3) L'egocentrismo dell'Academy
Birdman è un film che si fa beffe di Hollywood, che disprezza i film di oggi e le saghe sui supereroei, che riflette sarcasticamente sul mestiere dell'attore. "Perché non ho nessun rispetto per me stessa?", si chiede il personaggio della Watts. "Sei un'attrice, tesoro", risponde quello della Riseborough. La fredda critica teatrale del New York Times interpretata da Lindsay Duncan biasima addirittura la cerimonia degli Oscar, additata come un momento in cui ci si scambia premi tra amici.

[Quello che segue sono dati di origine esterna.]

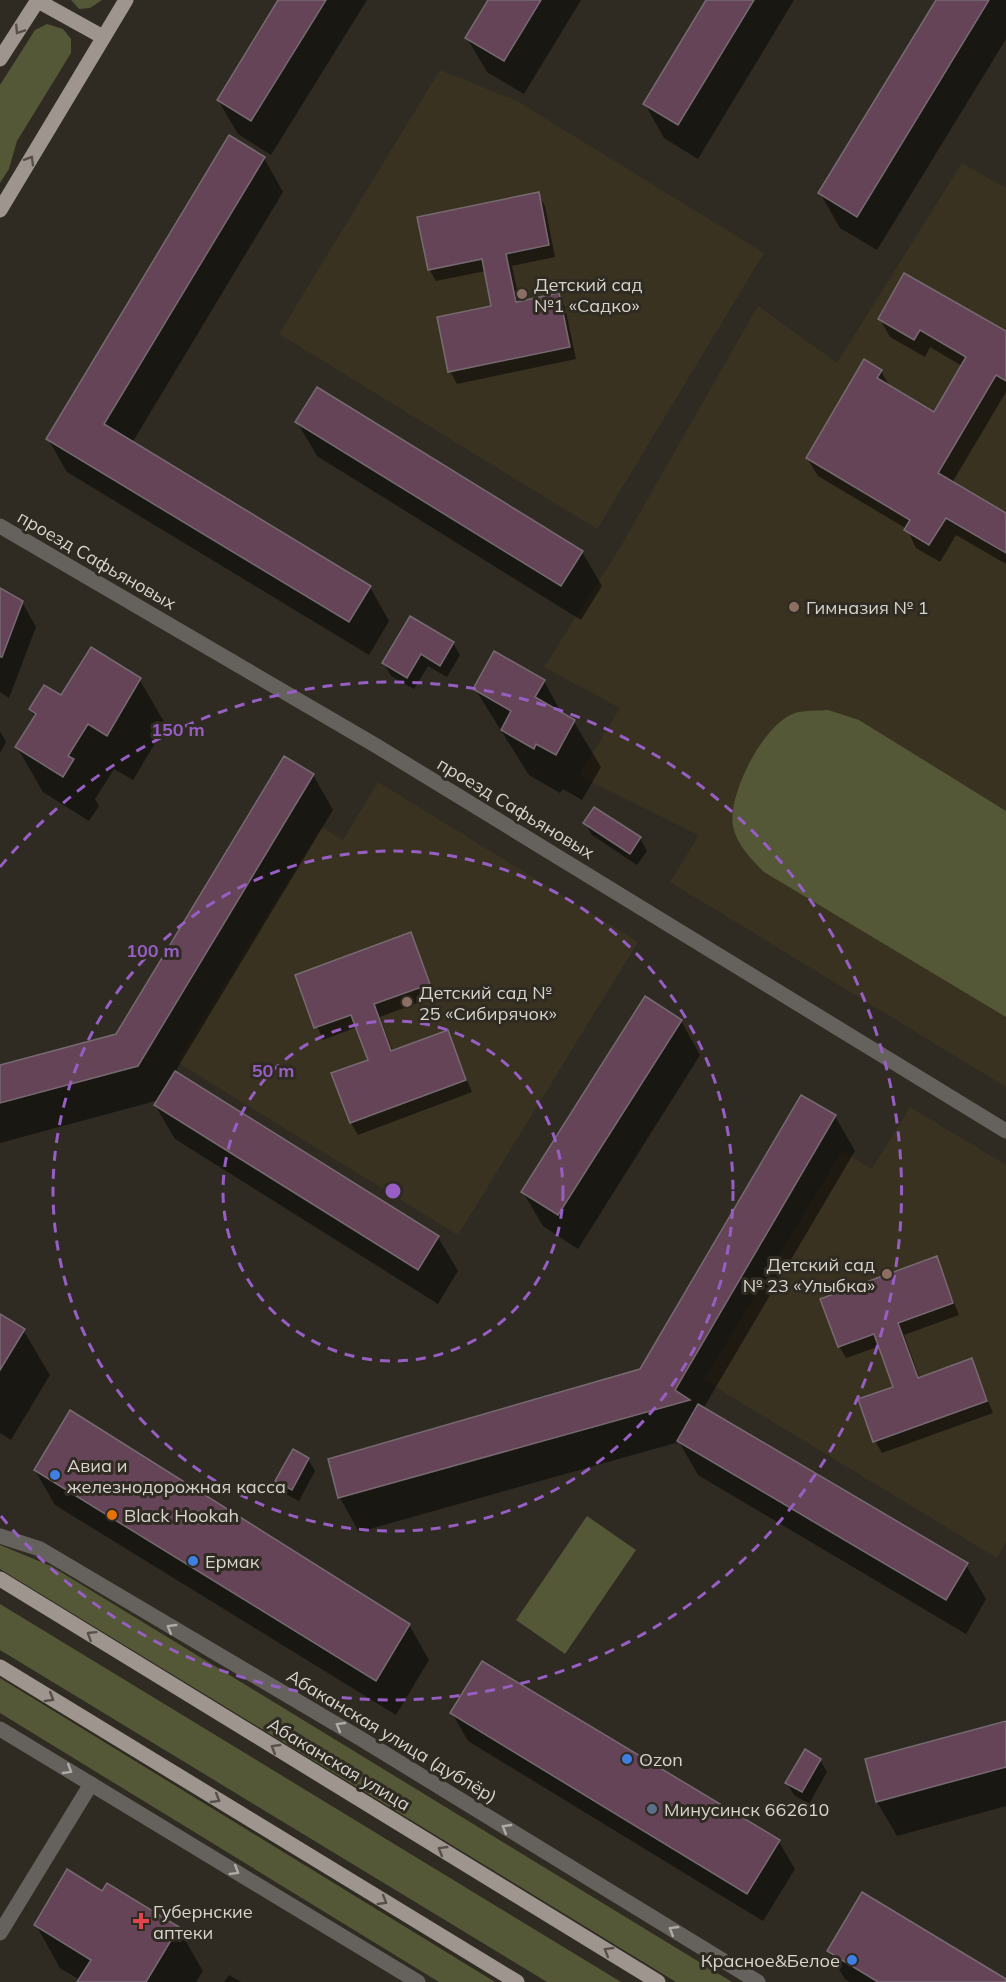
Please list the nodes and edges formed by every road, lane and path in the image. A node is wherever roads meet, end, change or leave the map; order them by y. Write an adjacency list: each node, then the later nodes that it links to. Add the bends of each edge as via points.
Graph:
1 (37, 0): 3 (main road); 4 (main road, one-way to 4)
2 (126, 0): 3 (main road)
3 (103, 37): 5 (main road, one-way to 3)
4 (0, 59)
5 (0, 210)
6 (0, 526): 7 (street, проезд Сафьяновых, via 375,745)
7 (1006, 1131)
8 (0, 1536): 17 (street, Абаканская улица (дублёр), one-way to 8, via 358,1737 40,1549)
9 (0, 1579): 16 (main road, Абаканская улица, one-way to 9)
10 (0, 1667): 15 (main road, one-way to 15)
11 (0, 1729): 12 (street, one-way to 12)
12 (91, 1784): 13 (street); 14 (street, one-way to 14)
13 (0, 1933)
14 (418, 1982)
15 (516, 1982)
16 (658, 1982)
17 (759, 1982)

In fondo però verso Riggan, attore semi-fallito, ex divo da blockbuster, c'è un'intima simpatia. C'è la compassione di chi maneggia quotidianamente il successo e la sua fugacità. Nelle inquietudini di Riggan possono identificarsi probabilmente tutti i giurati - cineasti - dell'Academy. Birdman è un lavoro autoreferenziale, premiato da un'Academy autoreferenziale.
4) Riflessioni sull'arte
Riggan cerca di elevarsi tramite il teatro e tramite Carver. Lo spavaldo e imprevedibile attore interpretato da Norton però lo provoca e, riferendosi alla pistola finta usata nella scena finale, lo pungola a usare più autenticità: "Non mi sento per niente minacciato". Si tratta di una vera e propria implorazione affinché Riggan innalzi se stesso e la sua pièce verso qualcosa di più grande. La sua tesi è: se l'arte non ti fa sentire qualcosa di reale, qualcosa di scomodo, non è stimolante. Riggan lo prenderà letteralmente in parola...
Mentre ci muoviamo tra i dubbi e l'angoscia di Riggan, intanto riflettiamo sull'arte e sulla sua natura.
5) I rivali di Birdman
A ben guardare, solo tre potevano essere i rivali temibili di Birdman come miglior film. Uno: American Sniper. Non è il film più riuscito di Clint Eastwood ma è un lavoro solido. A giocare a suo sfavore probabilmente l'eventuale messaggio politico che poteva uscire ed essere travisato da una simile scelta (ovvero: l'Academy promuove un film su un killer di musulmani).
Due: Whiplash. Piccolo grande film, è molto piaciuto all'Academy che gli ha assegnato tre Oscar su cinque nomination. Sarebbe però stato troppo innalzarlo anche a migliore tra i nove candidati.
Tre: Boyhood, il vincitore mancato, osannato dalla stampa come uno dei film migliori del XXI secolo. Boyhood, realizzato lungo 12 anni, è una prova di coraggio di Richard Linklater e un inno al realismo: gli attori invecchiano senza bisogno di CGI ed effetti visivi. Boyhood è un fiume che scorre, nella sua meravigliosa e semplice quotidianità. Birdman, invece, è una prodezza dell'immaginazione umana, maestria artistica, brillantezza della sceneggiatura. A qualcuno piace la naturalezza che parla al cuore, ad altri l'ingegnosità che parla alla testa.